R.L. Stine Interview

“Don’t ask me about nonfiction. I never read it. I hate anything real.” ~ R.L. Stine.

Probably due to the new Goosebumps movie coming out, R.L. Stine has been more in the news lately. An interview he did with The New York Times gave me a chuckle, but also an insight into the mind of a brilliant writer.

See the article here, and find out for yourself how droll he is.

In it you’ll learn he hates nonfiction, adores Ray Bradbury, thinks horror is funny, and hasn’t yet read the “autobiography” about himself written by five other people.

Many of his questions are humorous, and it was interesting seeing him through his own eyes.

I’m not going to deny, I couldn’t read the Goosebumps books when I was a kid. Self-proclaimed scaredy-cat. They gave me nightmares. John is not at all like that. But I sure am.
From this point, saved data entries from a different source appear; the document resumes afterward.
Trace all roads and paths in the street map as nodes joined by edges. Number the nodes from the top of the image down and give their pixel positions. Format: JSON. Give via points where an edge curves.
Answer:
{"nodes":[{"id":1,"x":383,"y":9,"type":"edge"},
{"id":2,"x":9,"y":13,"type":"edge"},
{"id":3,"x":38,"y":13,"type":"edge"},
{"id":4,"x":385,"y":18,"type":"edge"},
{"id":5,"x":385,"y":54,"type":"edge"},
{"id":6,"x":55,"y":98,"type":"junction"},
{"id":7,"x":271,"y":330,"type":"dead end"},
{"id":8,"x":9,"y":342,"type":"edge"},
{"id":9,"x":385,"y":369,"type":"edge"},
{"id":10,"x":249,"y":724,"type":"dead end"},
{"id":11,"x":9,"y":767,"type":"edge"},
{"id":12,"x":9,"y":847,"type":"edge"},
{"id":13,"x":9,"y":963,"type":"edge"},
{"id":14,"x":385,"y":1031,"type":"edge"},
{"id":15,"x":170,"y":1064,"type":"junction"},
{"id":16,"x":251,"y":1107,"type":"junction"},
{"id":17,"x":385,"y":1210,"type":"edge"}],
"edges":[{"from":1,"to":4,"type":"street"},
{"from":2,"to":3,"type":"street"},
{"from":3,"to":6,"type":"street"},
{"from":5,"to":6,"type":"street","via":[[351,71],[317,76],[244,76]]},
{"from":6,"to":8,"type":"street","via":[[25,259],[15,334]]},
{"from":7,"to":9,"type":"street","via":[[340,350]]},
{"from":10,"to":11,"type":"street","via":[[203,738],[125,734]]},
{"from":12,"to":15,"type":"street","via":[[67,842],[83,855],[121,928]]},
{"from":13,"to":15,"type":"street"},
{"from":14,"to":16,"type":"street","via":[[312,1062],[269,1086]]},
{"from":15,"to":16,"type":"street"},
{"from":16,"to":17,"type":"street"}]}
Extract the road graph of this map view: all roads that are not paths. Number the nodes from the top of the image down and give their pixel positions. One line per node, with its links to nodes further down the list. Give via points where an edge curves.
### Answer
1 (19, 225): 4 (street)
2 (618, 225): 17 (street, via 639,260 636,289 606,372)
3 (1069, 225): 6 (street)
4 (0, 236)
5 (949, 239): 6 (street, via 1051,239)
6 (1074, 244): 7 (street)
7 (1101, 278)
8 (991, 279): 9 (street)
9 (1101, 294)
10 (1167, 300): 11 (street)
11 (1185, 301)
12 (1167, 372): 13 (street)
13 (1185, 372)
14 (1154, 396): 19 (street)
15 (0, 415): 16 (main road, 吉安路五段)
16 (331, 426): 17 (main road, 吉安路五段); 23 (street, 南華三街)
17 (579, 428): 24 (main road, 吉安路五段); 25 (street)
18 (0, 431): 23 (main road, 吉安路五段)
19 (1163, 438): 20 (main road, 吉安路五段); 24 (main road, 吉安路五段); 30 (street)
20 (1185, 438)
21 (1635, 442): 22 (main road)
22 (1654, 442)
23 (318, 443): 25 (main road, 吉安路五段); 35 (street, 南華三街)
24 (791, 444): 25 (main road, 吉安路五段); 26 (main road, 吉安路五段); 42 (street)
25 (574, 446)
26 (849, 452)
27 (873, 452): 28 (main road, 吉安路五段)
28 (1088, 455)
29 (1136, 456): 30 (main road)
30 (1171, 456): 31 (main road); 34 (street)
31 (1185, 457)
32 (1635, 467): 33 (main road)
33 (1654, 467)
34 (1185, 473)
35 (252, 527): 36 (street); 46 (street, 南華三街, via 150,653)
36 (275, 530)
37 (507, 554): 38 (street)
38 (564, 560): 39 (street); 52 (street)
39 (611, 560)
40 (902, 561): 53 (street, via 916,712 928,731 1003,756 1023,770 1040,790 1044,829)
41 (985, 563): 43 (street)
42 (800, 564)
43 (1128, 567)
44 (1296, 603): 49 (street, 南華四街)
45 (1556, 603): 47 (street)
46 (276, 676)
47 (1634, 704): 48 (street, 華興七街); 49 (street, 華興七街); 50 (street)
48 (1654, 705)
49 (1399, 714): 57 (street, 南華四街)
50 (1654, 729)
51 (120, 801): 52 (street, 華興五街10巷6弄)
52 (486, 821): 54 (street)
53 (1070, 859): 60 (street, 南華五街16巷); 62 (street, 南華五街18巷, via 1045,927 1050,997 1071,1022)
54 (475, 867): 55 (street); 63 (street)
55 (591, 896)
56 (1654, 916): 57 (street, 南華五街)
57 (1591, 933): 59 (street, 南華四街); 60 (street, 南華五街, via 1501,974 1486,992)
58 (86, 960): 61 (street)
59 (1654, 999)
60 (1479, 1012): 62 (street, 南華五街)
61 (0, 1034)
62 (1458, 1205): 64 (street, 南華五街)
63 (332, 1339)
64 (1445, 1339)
Looking back, I know they weren’t nearly as scary as my adolescent mind made them to be, and I’m tempted to go and re-read them.

But the one quote that struck me above all the others was the one I posted at the beginning of this post. He hates anything real?

As a fiction writer, myself, I can understand the lure of escaping the real world, but there is so much to learn from history and current events. And many times, history is fictionalized and we end up reading about “real” life anyway.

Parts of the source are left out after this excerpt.